GOAL OF THE EXERCISE » Every line with the string "lane" should be copied from the data.

MATERIAL PROVIDED section start

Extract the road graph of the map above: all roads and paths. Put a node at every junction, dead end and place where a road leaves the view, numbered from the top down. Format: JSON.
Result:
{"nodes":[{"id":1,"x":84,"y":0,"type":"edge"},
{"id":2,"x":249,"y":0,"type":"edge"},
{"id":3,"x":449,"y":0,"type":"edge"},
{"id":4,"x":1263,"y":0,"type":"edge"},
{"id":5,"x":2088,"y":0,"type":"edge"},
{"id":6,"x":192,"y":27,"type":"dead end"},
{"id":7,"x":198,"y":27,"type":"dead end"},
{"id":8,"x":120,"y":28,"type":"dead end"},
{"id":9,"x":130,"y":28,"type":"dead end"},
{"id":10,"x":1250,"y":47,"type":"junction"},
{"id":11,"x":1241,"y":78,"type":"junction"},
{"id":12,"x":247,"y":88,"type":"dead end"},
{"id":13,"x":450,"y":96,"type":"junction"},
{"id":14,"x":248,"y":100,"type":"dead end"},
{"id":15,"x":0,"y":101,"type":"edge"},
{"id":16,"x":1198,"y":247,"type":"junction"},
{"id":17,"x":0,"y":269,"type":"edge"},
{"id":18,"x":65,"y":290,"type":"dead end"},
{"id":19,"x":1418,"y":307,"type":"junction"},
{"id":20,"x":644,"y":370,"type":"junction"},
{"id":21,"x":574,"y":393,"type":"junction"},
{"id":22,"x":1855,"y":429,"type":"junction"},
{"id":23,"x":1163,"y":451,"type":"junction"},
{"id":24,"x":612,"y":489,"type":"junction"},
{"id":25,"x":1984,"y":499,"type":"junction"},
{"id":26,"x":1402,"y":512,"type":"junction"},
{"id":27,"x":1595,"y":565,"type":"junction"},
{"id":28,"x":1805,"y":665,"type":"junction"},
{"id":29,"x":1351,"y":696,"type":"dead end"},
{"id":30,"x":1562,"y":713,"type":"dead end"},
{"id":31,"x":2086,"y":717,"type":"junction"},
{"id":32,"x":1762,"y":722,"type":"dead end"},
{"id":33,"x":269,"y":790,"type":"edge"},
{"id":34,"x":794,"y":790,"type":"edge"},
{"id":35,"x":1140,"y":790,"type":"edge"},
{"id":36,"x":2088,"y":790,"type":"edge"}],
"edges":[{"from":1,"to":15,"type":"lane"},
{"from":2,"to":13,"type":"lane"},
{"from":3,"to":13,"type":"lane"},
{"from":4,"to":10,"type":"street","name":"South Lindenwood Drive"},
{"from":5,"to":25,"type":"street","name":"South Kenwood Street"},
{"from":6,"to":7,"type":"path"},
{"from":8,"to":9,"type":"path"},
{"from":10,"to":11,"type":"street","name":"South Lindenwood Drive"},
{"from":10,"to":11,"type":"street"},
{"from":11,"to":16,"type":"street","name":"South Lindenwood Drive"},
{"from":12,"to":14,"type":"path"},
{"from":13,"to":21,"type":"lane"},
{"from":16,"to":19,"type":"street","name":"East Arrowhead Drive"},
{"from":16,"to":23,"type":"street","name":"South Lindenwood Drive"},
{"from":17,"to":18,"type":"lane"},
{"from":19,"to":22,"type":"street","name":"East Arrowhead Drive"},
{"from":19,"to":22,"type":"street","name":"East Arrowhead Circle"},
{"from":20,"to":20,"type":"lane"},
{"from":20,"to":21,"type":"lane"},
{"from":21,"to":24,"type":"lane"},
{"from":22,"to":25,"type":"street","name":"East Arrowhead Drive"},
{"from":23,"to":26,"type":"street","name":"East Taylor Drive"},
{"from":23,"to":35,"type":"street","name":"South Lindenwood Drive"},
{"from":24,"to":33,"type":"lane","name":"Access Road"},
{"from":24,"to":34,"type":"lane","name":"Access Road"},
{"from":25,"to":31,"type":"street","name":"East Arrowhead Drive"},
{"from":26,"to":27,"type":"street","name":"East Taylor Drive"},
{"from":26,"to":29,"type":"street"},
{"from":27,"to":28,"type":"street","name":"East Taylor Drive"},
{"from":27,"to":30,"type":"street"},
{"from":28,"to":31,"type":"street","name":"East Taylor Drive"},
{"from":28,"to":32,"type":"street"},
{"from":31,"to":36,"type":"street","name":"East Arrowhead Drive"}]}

MATERIAL PROVIDED section end

RESULT BELOW »
"edges":[{"from":1,"to":15,"type":"lane"},
{"from":2,"to":13,"type":"lane"},
{"from":3,"to":13,"type":"lane"},
{"from":13,"to":21,"type":"lane"},
{"from":17,"to":18,"type":"lane"},
{"from":20,"to":20,"type":"lane"},
{"from":20,"to":21,"type":"lane"},
{"from":21,"to":24,"type":"lane"},
{"from":24,"to":33,"type":"lane","name":"Access Road"},
{"from":24,"to":34,"type":"lane","name":"Access Road"},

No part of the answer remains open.